Inilah yang kami maksud dengan Visi bangsa/Visi Negara yang harus dipahami oleh para penyelenggara negara, aparatur pemerintah, dunia usaha, dan masyarakat. Bahwa Indonesia adalah negara kepulauan yang bercirikan nusantara (Pasal 25A) yang berpijak kepada paham Negara Kesatuan Pasal 1 ayat (1)), Negara Demokrasi (Pasal 1 ayat (2)), Negara Hukum (Pasal 1 ayat (3)), Negara Kesejahteraan (Pasal 33, 34), Negara Berketuhanan (Pasal 29). Sudahkah hal ini disadari? penulis berpendapat untuk membentuk kader kepemimpinan, kiranya visi ini perlu ditegaskan, dihayati, dilaksanakan, dan ditaati oleh para pemimpin bangsa, baik pada tingkat negara, aparatur pemerintah, dunia usaha, dan masyarakat.

Kedua, Berkembangnya Arogansi Kekuasaan

Arogansi ini terjadi pada tingkat institusi/lembaga negara maupun para elitnya dengan menafsirkan dan melaksanakan kewenangannya sepihak, bahkan melampaui kewenangan yang diberikan, bahkan juga dia tidak melaksanakan kewenangan justru minta tambah kewenangan. Di lingkungan masyarakat luas lewat berbagai pakar dan pengamat yang menafsirkan secara sepihak terhadap UUD 1945, dan peraturan perundang-undangan lainnya. Sehingga terjadi kerancuan/kekacauan dalam penerapan dan pelaksanaannya. Hal ini terjadi akibat tidak tumbuh dan berkembangnya secara sehat kultur demokrasi kita.

Ketiga, Egiosme Sektoral

Ini juga problem kepemimpinan dimana berbagai institusi pemerintahan dan para elitnya merasa dan memposisikan dirinya lebih penting. Hal ini bisa dilihat masing-masing dalam menjalankan tugas pokok dan fungsi masing-masing. Dimana terjadi antara institusi pemerintah maupun dalam interen institusi itu sendiri, demikian halnya antara pusat dan daerah. Egoisme ini juga ditandai dengan menjamurnya institusi-institusi baru sehingga terjadi duplikasi, karena masing-masing saling mengedepankan independensinya.

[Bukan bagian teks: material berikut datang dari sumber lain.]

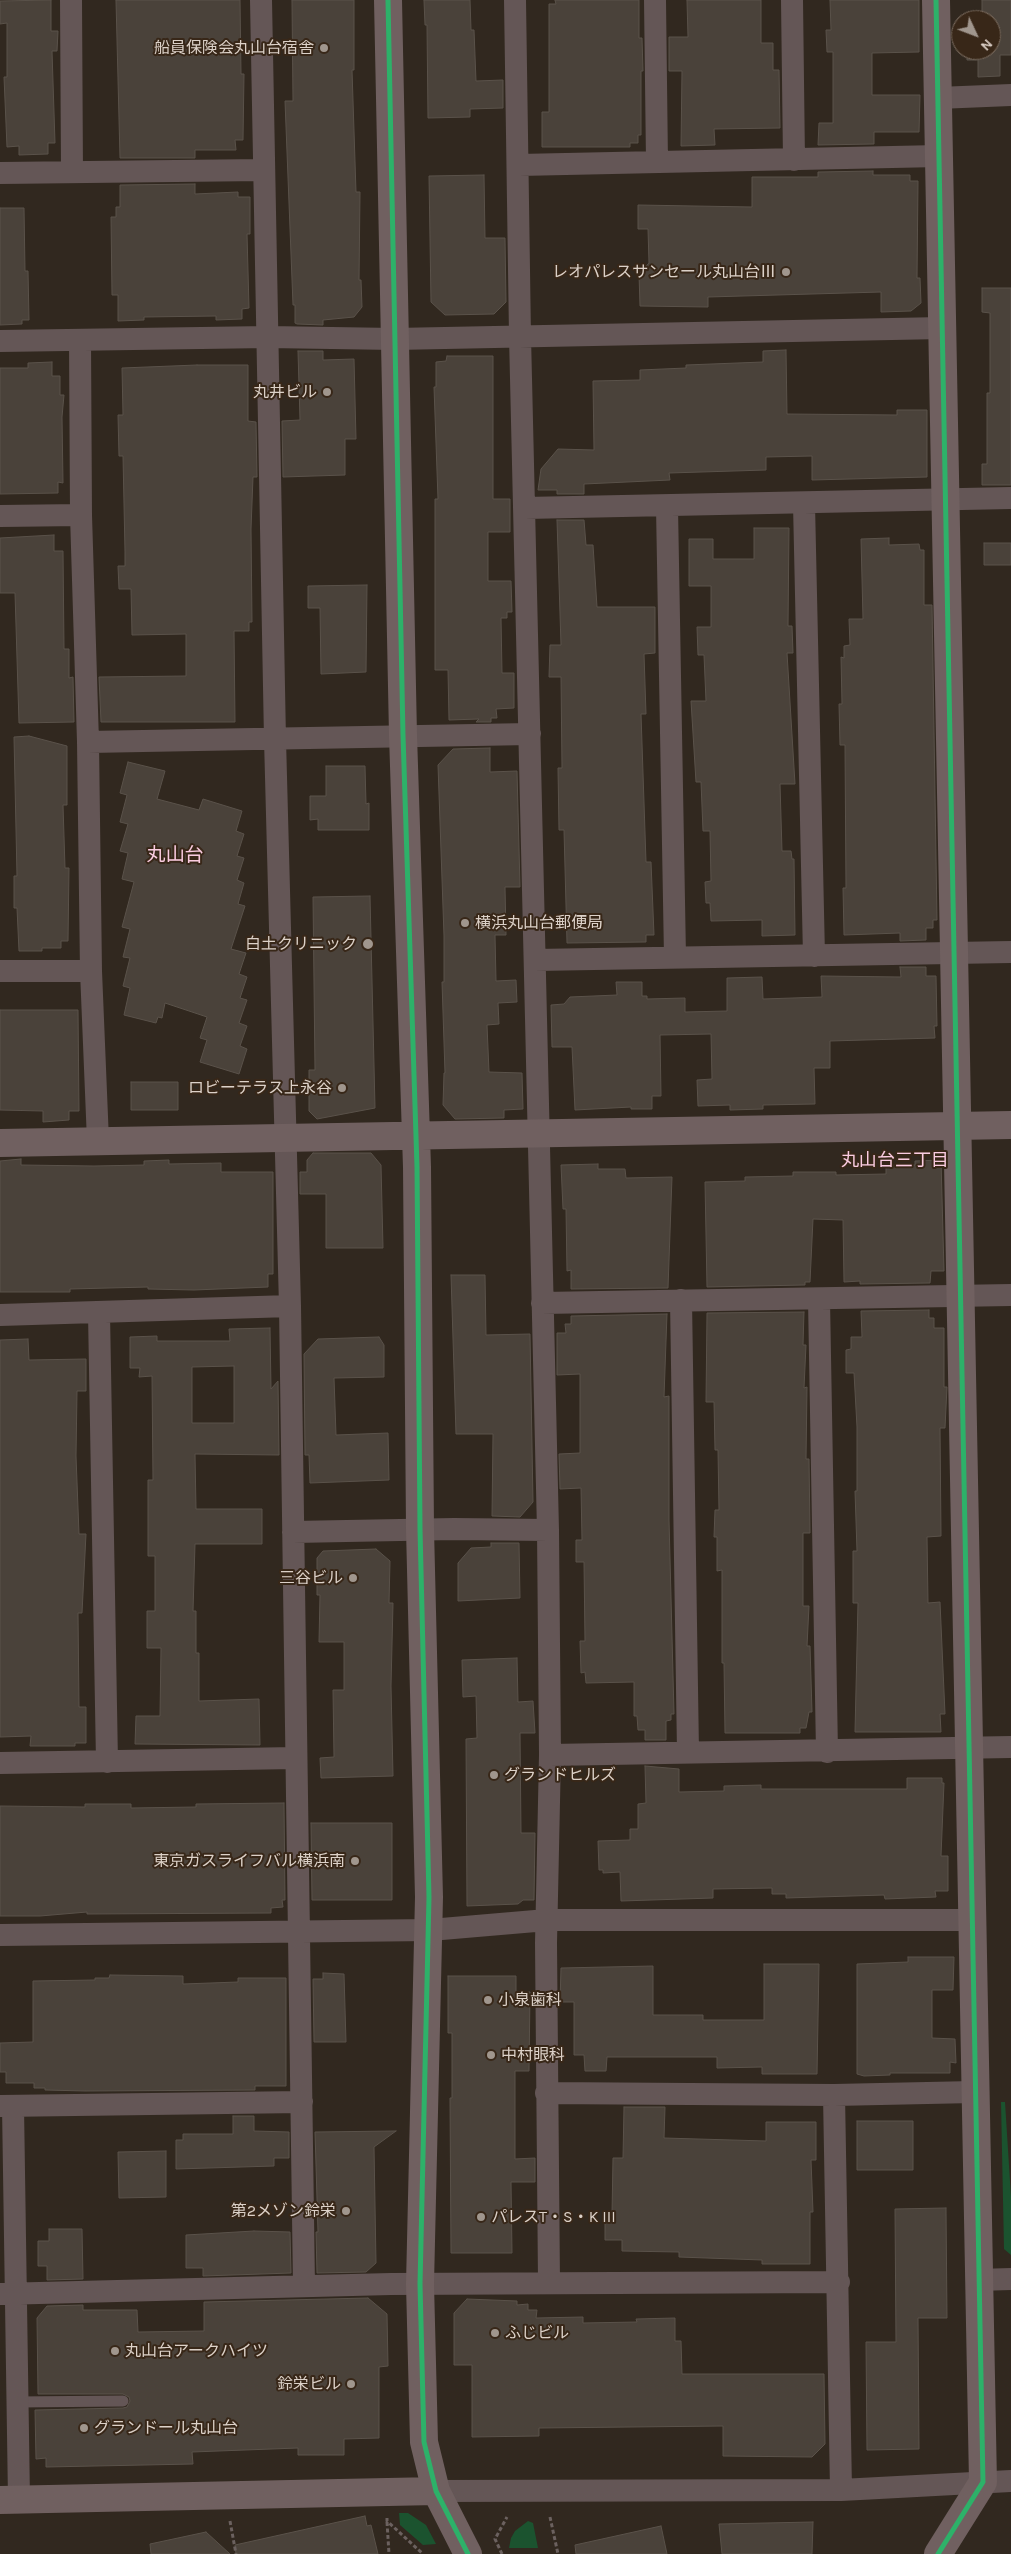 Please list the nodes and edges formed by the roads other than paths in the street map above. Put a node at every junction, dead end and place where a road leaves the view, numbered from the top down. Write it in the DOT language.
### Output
graph roads {
  1 [pos="71,0"];
  2 [pos="261,0"];
  3 [pos="388,0"];
  4 [pos="515,0"];
  5 [pos="655,0"];
  6 [pos="792,0"];
  7 [pos="936,0"];
  8 [pos="1011,95"];
  9 [pos="938,98"];
  10 [pos="939,156"];
  11 [pos="794,160"];
  12 [pos="657,162"];
  13 [pos="519,165"];
  14 [pos="263,170"];
  15 [pos="72,171"];
  16 [pos="0,172"];
  17 [pos="942,328"];
  18 [pos="520,336"];
  19 [pos="268,337"];
  20 [pos="395,339"];
  21 [pos="80,340"];
  22 [pos="0,341"];
  23 [pos="1011,498"];
  24 [pos="945,500"];
  25 [pos="804,504"];
  26 [pos="667,507"];
  27 [pos="525,508"];
  28 [pos="81,514"];
  29 [pos="0,516"];
  30 [pos="530,734"];
  31 [pos="403,735"];
  32 [pos="275,739"];
  33 [pos="88,742"];
  34 [pos="1011,952"];
  35 [pos="955,953"];
  36 [pos="814,956"];
  37 [pos="675,957"];
  38 [pos="535,960"];
  39 [pos="0,971"];
  40 [pos="91,971"];
  41 [pos="1011,1125"];
  42 [pos="958,1126"];
  43 [pos="538,1133"];
  44 [pos="416,1135"];
  45 [pos="286,1138"];
  46 [pos="98,1141"];
  47 [pos="0,1143"];
  48 [pos="1011,1295"];
  49 [pos="960,1297"];
  50 [pos="819,1299"];
  51 [pos="681,1300"];
  52 [pos="542,1304"];
  53 [pos="290,1306"];
  54 [pos="99,1313"];
  55 [pos="0,1315"];
  56 [pos="420,1529"];
  57 [pos="548,1530"];
  58 [pos="293,1532"];
  59 [pos="1011,1747"];
  60 [pos="968,1749"];
  61 [pos="688,1752"];
  62 [pos="827,1752"];
  63 [pos="550,1755"];
  64 [pos="295,1758"];
  65 [pos="107,1762"];
  66 [pos="0,1763"];
  67 [pos="546,1920"];
  68 [pos="972,1920"];
  69 [pos="430,1930"];
  70 [pos="300,1932"];
  71 [pos="0,1935"];
  72 [pos="974,2092"];
  73 [pos="546,2093"];
  74 [pos="834,2096"];
  75 [pos="302,2102"];
  76 [pos="6,2106"];
  77 [pos="1011,2279"];
  78 [pos="978,2280"];
  79 [pos="838,2282"];
  80 [pos="549,2283"];
  81 [pos="420,2284"];
  82 [pos="304,2286"];
  83 [pos="8,2293"];
  84 [pos="123,2401"];
  85 [pos="18,2402"];
  86 [pos="1011,2481"];
  87 [pos="983,2482"];
  88 [pos="840,2490"];
  89 [pos="436,2491"];
  90 [pos="9,2500"];
  91 [pos="468,2554"];
  92 [pos="938,2554"];
  1 -- 15 [label="street"];
  2 -- 14 [label="street"];
  3 -- 20 [label="street"];
  4 -- 13 [label="street"];
  5 -- 12 [label="street"];
  6 -- 11 [label="street"];
  7 -- 9 [label="street"];
  8 -- 9 [label="street"];
  9 -- 10 [label="street"];
  10 -- 11 [label="street"];
  10 -- 17 [label="street"];
  11 -- 12 [label="street"];
  12 -- 13 [label="street"];
  13 -- 18 [label="street"];
  14 -- 15 [label="street"];
  14 -- 19 [label="street"];
  15 -- 16 [label="street"];
  17 -- 18 [label="street"];
  17 -- 24 [label="street"];
  18 -- 20 [label="street"];
  18 -- 27 [label="street"];
  19 -- 20 [label="street"];
  19 -- 21 [label="street"];
  19 -- 32 [label="street"];
  20 -- 31 [label="street"];
  21 -- 22 [label="street"];
  21 -- 28 [label="street"];
  23 -- 24 [label="street"];
  24 -- 25 [label="street"];
  24 -- 35 [label="street"];
  25 -- 26 [label="street"];
  25 -- 36 [label="street"];
  26 -- 27 [label="street"];
  26 -- 37 [label="street"];
  27 -- 30 [label="street"];
  28 -- 29 [label="street"];
  28 -- 33 [label="street"];
  30 -- 31 [label="street"];
  30 -- 38 [label="street"];
  31 -- 32 [label="street"];
  31 -- 44 [label="street"];
  32 -- 33 [label="street"];
  32 -- 45 [label="street"];
  33 -- 40 [label="street"];
  34 -- 35 [label="street"];
  35 -- 36 [label="street"];
  35 -- 42 [label="street"];
  36 -- 37 [label="street"];
  37 -- 38 [label="street"];
  38 -- 43 [label="street"];
  39 -- 40 [label="street"];
  40 -- 46 [label="street"];
  41 -- 42 [label="street"];
  42 -- 43 [label="street"];
  42 -- 49 [label="street"];
  43 -- 44 [label="street"];
  43 -- 52 [label="street"];
  44 -- 45 [label="street"];
  44 -- 56 [label="street"];
  45 -- 46 [label="street"];
  45 -- 53 [label="street"];
  46 -- 47 [label="street"];
  48 -- 49 [label="street"];
  49 -- 50 [label="street"];
  49 -- 60 [label="street"];
  50 -- 51 [label="street"];
  50 -- 62 [label="street"];
  51 -- 52 [label="street"];
  51 -- 61 [label="street"];
  52 -- 57 [label="street"];
  53 -- 54 [label="street"];
  53 -- 58 [label="street"];
  54 -- 55 [label="street"];
  54 -- 65 [label="street"];
  56 -- 57 [label="street"];
  56 -- 58 [label="street"];
  56 -- 69 [label="street"];
  57 -- 63 [label="street"];
  58 -- 64 [label="street"];
  59 -- 60 [label="street"];
  60 -- 62 [label="street"];
  60 -- 68 [label="street"];
  61 -- 62 [label="street"];
  61 -- 63 [label="street"];
  63 -- 67 [label="street"];
  64 -- 65 [label="street"];
  64 -- 70 [label="street"];
  65 -- 66 [label="street"];
  67 -- 68 [label="street"];
  67 -- 69 [label="street"];
  67 -- 73 [label="street"];
  68 -- 72 [label="street"];
  69 -- 70 [label="street"];
  69 -- 81 [label="street"];
  70 -- 71 [label="street"];
  70 -- 75 [label="street"];
  72 -- 74 [label="street"];
  72 -- 78 [label="street"];
  73 -- 74 [label="street"];
  73 -- 80 [label="street"];
  74 -- 79 [label="street"];
  75 -- 76 [label="street"];
  75 -- 82 [label="street"];
  76 -- 83 [label="street"];
  77 -- 78 [label="street"];
  78 -- 87 [label="street"];
  79 -- 80 [label="street"];
  79 -- 88 [label="street"];
  80 -- 81 [label="street"];
  81 -- 82 [label="street"];
  81 -- 89 [label="street"];
  82 -- 83 [label="street"];
  83 -- 85 [label="street"];
  84 -- 85 [label="lane"];
  85 -- 90 [label="street"];
  86 -- 87 [label="street"];
  87 -- 88 [label="street"];
  87 -- 92 [label="street"];
  88 -- 89 [label="street"];
  89 -- 90 [label="street"];
  89 -- 91 [label="street"];
}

Keempat, Aspek Keteladanan

Ini problem kepemimpinan klasik yang masih terus berlangsung hingga saat ini, jarang sekali di dapatkan pemimpin (elit) yang tegas, berani ambil resiko, siap mundur, bahkan banyak para pemimpin yang mulai kehilangan komitmen, kehangantan, kejujuran dan sensitifitas. Yang justru ini akan menghilangkan kepercayaan (FAITH), karena sesungguhnya kepercayaan adalah karakteristik kepemimpinan yang harus dimiliki setiap pemimpin. Masyarakat mulai kehilangan sosok-sosok figur yang memiliki nilai keteladanan.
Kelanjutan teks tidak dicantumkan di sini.